As he waited for his flight, Jadhav saw news of the dastardly attack.
"I couldn't sleep for three nights straight. I wondered how relatives of the martyrs felt at that point," he told The Hindu last August.
Jadhav then embarked on a journey to collect soil from villages of the martyrs. In his modified Maruti Suzuki 800, he traveled across 16 states and covered 61,000 km.
He collected soil from two spots — one where the soldier took his first step (his home) and another where he was cremated.
The crowd-funded journey began on April 9 on Valor's Day from Bengaluru.
Jadhav spent nights inside his car, which has patriotic messages like "Independence is not free, it costs us soldiers" imprinted on it, as he couldn't afford hotels. He was fed by strangers.

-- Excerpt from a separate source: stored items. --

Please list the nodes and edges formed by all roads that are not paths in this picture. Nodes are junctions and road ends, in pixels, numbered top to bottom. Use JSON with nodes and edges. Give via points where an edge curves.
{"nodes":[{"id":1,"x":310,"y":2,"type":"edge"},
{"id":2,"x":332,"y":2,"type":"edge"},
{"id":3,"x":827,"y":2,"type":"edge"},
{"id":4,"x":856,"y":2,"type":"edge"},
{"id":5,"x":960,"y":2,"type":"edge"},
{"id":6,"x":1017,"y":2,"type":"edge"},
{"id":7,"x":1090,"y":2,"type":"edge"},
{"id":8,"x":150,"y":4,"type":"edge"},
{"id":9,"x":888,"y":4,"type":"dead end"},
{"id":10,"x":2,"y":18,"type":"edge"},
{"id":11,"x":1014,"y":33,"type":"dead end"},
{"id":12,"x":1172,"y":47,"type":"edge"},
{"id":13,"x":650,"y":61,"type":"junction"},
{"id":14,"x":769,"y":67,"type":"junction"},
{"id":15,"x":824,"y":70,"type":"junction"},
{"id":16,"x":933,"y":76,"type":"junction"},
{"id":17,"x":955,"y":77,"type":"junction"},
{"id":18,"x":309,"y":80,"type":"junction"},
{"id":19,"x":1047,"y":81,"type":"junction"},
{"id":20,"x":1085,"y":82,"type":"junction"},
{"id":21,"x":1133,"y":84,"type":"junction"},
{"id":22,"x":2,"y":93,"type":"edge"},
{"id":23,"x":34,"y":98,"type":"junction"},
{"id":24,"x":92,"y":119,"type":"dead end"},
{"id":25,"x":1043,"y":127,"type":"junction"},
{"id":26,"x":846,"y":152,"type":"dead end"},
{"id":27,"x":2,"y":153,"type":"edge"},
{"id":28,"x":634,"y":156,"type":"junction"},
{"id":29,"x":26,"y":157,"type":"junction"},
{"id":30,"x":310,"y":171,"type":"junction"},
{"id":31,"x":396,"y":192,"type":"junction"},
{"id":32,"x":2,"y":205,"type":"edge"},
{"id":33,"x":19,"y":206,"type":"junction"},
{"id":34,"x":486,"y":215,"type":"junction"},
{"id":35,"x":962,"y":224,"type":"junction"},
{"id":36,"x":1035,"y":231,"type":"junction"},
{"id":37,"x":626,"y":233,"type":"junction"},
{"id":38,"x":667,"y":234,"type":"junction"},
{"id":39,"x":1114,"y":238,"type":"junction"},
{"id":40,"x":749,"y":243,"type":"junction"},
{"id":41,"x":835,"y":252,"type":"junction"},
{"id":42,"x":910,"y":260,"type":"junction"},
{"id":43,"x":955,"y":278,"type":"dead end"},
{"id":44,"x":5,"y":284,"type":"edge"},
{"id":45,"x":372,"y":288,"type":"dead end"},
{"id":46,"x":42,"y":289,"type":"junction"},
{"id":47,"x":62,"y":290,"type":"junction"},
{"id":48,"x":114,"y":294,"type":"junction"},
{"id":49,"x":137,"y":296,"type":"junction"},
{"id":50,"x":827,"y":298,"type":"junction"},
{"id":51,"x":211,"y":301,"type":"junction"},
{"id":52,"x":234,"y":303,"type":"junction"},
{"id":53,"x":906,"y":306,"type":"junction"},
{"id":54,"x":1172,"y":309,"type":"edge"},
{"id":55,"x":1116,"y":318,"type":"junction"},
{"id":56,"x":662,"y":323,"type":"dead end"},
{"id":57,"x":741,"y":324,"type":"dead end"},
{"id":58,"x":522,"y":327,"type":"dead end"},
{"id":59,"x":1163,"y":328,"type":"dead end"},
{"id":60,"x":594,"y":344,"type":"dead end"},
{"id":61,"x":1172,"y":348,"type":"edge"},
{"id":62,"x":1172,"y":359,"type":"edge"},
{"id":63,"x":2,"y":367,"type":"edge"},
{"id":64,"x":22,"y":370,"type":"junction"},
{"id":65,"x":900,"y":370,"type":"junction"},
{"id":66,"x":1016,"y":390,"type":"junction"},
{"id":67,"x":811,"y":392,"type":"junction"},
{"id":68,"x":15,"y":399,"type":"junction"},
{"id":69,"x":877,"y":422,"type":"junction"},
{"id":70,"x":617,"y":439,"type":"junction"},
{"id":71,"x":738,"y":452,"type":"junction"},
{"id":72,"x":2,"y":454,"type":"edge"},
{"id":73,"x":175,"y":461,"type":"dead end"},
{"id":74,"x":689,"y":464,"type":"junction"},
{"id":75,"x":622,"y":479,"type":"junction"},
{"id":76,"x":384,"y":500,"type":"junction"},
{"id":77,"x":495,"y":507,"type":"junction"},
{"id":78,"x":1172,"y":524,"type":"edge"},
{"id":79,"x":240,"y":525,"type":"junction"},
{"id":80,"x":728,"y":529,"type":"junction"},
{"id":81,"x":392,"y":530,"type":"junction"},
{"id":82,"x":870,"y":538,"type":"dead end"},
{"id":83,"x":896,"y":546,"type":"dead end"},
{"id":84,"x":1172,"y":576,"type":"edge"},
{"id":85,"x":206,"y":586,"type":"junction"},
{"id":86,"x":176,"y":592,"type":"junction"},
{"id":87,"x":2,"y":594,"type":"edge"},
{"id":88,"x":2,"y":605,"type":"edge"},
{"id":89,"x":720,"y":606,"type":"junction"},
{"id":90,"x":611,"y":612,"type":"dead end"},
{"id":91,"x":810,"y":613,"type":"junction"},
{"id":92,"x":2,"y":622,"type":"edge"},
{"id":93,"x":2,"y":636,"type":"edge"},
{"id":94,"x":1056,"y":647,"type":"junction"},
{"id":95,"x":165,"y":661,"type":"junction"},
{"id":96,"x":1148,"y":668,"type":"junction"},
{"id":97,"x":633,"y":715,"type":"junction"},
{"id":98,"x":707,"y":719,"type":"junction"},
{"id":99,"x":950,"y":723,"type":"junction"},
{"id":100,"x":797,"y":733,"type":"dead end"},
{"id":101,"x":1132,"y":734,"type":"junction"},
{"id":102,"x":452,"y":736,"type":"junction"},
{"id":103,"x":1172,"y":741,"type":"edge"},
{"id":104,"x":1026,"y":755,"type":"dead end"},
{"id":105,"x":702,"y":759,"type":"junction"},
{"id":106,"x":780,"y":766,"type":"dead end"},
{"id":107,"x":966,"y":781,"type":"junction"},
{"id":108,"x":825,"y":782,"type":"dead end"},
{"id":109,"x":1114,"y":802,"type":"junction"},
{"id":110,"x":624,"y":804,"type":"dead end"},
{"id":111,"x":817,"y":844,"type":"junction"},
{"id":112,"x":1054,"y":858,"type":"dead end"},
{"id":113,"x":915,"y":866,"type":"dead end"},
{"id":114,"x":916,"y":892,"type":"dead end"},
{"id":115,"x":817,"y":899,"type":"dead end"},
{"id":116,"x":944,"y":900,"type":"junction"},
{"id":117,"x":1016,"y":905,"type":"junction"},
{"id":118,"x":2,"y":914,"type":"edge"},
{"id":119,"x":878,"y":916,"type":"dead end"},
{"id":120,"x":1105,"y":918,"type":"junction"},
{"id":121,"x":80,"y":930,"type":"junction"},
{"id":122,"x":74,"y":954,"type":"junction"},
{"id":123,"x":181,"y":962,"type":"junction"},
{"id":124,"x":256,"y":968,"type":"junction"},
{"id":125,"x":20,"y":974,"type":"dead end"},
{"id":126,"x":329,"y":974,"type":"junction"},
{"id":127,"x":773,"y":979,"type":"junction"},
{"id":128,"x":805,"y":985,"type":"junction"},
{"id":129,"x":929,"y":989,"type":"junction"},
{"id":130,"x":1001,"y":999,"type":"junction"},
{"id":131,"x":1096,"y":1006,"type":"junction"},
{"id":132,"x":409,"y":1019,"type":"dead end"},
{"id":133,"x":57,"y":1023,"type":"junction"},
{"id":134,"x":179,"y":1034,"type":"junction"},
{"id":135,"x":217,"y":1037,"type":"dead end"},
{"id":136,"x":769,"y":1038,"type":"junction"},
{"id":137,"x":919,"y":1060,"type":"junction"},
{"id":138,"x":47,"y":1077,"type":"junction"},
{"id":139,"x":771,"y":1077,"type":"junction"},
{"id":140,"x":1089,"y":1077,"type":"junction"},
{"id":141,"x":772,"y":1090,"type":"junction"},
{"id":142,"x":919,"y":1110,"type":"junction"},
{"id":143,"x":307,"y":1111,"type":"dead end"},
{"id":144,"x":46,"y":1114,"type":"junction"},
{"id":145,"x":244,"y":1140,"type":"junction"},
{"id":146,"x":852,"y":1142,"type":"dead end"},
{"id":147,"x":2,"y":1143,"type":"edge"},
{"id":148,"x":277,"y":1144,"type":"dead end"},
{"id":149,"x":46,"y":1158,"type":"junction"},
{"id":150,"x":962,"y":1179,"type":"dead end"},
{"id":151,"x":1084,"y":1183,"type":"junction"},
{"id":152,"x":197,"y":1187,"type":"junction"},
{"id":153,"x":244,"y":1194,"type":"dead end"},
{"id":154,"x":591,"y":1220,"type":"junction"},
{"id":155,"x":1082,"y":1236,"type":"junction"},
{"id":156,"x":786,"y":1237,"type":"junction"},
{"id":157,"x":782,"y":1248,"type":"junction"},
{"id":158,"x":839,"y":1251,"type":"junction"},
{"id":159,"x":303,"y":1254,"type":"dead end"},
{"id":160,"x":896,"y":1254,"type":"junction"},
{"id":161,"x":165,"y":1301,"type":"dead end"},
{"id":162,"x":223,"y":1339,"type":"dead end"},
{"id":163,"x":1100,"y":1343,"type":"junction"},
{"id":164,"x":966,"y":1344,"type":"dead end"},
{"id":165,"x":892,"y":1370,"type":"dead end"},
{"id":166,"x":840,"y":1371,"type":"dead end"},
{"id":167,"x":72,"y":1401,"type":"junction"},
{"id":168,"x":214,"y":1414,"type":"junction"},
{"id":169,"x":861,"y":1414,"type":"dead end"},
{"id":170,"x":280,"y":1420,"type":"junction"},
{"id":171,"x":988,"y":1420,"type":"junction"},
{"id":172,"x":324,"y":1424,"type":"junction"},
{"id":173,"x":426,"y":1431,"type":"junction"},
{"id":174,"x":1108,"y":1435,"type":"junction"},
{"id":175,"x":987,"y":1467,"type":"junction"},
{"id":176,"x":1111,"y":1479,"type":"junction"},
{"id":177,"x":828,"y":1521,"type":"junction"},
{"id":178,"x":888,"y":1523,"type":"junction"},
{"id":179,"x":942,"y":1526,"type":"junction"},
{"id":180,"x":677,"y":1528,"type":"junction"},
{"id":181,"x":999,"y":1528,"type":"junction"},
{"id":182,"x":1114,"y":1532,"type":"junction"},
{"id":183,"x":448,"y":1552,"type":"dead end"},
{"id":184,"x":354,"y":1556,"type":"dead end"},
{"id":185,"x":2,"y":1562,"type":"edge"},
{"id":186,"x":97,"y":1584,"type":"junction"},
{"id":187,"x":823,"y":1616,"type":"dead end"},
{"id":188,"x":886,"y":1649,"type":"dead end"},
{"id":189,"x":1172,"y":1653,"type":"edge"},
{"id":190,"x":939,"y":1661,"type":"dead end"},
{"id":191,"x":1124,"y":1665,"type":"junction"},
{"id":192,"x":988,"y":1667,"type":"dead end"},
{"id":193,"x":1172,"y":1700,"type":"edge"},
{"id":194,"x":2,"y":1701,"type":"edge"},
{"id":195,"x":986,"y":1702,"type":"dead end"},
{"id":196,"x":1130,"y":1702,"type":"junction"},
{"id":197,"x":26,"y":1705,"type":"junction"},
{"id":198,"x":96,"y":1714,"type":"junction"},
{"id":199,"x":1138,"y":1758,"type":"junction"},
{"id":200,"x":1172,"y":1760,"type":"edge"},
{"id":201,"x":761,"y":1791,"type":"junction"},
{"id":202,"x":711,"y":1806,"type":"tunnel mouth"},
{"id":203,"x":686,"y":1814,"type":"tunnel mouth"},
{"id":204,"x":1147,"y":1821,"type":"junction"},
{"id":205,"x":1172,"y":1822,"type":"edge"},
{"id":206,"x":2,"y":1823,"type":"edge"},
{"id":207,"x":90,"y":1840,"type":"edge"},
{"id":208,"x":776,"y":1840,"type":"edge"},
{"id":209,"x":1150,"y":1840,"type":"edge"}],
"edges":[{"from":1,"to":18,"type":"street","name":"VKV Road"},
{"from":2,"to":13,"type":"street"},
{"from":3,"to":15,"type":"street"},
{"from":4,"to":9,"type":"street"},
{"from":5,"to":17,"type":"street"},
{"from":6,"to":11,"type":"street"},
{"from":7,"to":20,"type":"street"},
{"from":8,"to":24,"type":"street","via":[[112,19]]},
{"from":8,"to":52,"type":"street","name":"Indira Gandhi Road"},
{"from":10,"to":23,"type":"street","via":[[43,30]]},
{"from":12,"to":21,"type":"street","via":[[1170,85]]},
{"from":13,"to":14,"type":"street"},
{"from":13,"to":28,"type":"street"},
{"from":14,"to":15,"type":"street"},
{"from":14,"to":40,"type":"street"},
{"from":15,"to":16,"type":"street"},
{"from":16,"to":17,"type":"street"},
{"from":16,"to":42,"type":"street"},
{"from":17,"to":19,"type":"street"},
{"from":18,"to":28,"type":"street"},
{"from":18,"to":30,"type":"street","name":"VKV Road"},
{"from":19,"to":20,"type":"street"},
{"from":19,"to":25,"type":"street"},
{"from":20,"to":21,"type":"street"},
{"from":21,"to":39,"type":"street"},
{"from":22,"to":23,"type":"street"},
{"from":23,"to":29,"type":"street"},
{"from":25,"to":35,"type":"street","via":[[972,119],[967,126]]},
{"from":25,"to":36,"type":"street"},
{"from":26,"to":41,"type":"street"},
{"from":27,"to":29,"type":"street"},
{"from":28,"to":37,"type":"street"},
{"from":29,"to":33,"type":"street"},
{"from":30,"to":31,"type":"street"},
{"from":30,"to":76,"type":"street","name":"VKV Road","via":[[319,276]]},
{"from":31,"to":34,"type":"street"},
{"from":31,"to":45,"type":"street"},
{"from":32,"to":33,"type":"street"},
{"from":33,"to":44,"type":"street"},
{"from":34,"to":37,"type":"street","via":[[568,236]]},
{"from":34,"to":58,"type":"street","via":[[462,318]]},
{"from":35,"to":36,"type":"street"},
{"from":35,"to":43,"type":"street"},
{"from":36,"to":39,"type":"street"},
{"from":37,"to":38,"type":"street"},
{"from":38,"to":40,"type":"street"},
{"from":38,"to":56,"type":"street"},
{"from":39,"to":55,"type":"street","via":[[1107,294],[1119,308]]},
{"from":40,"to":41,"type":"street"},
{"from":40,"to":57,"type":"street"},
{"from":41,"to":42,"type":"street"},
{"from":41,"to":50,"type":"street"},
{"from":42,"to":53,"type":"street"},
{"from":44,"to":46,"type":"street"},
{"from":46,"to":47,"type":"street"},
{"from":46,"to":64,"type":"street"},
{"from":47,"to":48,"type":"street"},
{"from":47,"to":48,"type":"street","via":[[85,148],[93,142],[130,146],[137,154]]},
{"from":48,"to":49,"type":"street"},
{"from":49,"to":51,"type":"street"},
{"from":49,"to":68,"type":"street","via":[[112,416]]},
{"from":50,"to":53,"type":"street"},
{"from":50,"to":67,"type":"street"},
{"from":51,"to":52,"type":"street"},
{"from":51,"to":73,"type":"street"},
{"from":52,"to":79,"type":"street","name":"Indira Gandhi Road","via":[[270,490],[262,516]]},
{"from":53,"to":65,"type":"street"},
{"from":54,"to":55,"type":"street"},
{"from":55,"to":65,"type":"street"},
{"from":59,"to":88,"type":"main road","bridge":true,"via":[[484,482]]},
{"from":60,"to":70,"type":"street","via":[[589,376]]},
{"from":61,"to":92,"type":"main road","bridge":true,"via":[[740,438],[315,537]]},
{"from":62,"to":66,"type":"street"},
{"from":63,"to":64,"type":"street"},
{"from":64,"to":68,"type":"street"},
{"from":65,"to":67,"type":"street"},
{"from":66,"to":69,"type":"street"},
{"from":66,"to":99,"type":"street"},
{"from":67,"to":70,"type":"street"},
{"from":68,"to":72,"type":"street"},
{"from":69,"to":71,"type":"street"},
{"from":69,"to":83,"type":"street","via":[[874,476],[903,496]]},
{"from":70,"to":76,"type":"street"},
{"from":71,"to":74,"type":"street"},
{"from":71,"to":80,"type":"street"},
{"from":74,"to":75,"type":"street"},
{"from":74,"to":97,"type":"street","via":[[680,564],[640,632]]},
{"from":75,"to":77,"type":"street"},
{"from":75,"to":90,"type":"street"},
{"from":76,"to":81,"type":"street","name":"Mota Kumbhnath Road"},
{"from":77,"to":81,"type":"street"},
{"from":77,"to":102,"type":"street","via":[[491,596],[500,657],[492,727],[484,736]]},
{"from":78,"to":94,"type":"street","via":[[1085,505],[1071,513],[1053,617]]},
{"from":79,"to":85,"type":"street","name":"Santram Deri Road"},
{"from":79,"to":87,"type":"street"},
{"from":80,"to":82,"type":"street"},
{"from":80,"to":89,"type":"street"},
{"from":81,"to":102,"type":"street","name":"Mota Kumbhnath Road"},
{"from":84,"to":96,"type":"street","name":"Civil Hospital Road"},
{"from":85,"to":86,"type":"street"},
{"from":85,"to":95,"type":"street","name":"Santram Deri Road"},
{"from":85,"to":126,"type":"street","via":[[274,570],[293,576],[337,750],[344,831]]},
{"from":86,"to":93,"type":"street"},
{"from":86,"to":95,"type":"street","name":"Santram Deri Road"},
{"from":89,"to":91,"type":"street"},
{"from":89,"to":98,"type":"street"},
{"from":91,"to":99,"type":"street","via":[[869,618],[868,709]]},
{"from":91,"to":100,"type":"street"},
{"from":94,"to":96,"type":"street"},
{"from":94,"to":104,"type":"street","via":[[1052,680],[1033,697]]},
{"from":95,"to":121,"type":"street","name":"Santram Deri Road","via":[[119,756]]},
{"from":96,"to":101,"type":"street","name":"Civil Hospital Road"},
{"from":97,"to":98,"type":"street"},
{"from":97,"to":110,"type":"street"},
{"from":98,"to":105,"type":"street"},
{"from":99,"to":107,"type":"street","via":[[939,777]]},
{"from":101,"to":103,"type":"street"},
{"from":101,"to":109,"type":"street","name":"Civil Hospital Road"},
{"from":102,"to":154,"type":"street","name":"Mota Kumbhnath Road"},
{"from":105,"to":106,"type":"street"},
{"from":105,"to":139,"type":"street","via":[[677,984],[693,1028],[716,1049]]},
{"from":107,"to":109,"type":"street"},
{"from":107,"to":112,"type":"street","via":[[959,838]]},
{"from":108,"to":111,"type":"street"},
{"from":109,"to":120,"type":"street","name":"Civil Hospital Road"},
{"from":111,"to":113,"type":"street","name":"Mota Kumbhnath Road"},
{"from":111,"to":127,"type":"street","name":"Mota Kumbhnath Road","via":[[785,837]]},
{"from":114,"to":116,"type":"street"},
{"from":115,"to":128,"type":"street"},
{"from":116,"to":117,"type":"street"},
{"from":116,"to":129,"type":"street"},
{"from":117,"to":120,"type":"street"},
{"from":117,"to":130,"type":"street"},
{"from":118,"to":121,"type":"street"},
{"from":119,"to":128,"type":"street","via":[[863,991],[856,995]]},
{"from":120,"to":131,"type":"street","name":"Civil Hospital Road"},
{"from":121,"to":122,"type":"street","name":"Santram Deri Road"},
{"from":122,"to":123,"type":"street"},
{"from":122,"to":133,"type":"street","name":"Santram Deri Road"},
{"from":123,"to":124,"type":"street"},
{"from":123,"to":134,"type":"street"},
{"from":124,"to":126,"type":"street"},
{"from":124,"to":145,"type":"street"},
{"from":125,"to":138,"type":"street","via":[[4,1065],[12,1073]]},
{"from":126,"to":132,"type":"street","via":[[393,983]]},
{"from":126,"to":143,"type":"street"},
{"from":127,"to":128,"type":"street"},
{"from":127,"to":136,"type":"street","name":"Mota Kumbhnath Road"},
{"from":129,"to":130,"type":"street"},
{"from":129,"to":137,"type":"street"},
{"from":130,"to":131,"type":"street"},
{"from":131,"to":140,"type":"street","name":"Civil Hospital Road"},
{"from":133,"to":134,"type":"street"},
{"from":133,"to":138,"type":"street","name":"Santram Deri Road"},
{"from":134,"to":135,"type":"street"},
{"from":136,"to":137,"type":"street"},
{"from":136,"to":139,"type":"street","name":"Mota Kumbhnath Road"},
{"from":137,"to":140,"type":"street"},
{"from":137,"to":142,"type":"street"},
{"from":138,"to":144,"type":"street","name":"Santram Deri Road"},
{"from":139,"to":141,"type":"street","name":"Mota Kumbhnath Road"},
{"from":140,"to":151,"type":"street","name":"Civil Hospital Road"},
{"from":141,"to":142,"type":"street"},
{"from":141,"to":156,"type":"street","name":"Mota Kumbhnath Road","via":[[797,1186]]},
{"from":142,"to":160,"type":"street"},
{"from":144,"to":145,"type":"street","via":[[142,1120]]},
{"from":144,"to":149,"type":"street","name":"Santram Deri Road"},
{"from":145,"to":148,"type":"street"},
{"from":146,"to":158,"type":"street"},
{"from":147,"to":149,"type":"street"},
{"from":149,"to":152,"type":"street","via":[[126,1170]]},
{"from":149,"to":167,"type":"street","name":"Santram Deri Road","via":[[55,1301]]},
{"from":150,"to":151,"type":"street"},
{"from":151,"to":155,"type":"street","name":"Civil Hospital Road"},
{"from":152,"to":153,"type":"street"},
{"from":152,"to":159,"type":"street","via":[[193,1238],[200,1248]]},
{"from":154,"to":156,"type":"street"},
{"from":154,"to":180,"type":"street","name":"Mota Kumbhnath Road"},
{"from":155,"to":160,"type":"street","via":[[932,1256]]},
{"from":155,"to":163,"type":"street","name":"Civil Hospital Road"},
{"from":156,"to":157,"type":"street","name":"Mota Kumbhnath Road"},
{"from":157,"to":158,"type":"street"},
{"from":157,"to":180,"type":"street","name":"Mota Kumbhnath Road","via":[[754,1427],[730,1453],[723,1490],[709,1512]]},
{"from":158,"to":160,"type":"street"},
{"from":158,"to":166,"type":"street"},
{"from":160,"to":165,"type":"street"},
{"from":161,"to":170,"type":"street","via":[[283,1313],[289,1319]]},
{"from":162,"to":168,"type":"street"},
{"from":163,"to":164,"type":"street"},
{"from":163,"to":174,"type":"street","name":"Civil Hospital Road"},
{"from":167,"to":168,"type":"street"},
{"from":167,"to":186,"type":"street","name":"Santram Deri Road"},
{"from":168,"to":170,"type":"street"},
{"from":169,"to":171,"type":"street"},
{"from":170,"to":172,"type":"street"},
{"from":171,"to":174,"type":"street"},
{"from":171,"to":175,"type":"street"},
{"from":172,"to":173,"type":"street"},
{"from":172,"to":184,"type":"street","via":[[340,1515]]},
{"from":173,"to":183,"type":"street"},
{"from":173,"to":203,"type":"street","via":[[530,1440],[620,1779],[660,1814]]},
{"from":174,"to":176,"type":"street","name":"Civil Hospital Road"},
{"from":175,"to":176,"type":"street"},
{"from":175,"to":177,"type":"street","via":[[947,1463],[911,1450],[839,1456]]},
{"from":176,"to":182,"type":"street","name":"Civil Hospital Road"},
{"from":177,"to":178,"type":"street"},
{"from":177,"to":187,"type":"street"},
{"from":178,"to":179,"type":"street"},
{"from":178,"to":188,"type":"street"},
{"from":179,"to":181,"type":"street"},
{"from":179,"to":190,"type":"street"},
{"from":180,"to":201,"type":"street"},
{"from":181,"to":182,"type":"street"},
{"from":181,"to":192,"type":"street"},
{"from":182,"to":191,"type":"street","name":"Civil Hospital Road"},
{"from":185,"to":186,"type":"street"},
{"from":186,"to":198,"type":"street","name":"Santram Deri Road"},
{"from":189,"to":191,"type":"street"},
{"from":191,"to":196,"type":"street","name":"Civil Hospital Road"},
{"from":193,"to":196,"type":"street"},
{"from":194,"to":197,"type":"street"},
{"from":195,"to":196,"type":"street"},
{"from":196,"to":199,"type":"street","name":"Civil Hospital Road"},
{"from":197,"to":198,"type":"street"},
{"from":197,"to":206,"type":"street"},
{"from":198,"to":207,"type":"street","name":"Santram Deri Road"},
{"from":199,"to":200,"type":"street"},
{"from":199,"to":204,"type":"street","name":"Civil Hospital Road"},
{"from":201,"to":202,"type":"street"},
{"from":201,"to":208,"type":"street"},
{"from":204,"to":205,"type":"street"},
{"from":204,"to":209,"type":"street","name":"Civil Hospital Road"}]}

"A soldier does what he does for the country's soil. Although we are born in different parts, we are all part of the same nation," Jadhav said last year.
"I didn't want to say rest in peace to martyrs on social media. Rather, I am meeting their families to say that we stand with them," Jadhav said. He hoped to raise Rs. 50,000 for each family.
Locating the families wasn't easy either. Some of them lived in remote places.
Remembering his journey, he told TOI, "We ate together and cried together. I even celebrated my birthday on December 21 with the family of a soldier from Punjab's Ropar."
He said his wife and two kids are proud of him; he wishes that someday his children join the defense forces.
"I am proud that I met all the families of Pulwama martyrs and sought their blessings. Parents lost their son, wives lost their husbands, children lost their fathers, friends lost their friends. I collected soil from their houses and their cremation grounds," he told ANI.
The urn in which he collected the soil was on Friday placed at a memorial at CRPF's Lethpora camp. Jadhav was the special guest for the ceremony.
CRPF's additional director general Zulfiquar Hasan said the inauguration was a low-key affair but Jadhav was invited owing to his gesture.
"Their soil is for mother Earth," said Jadhav after he handed over the urn.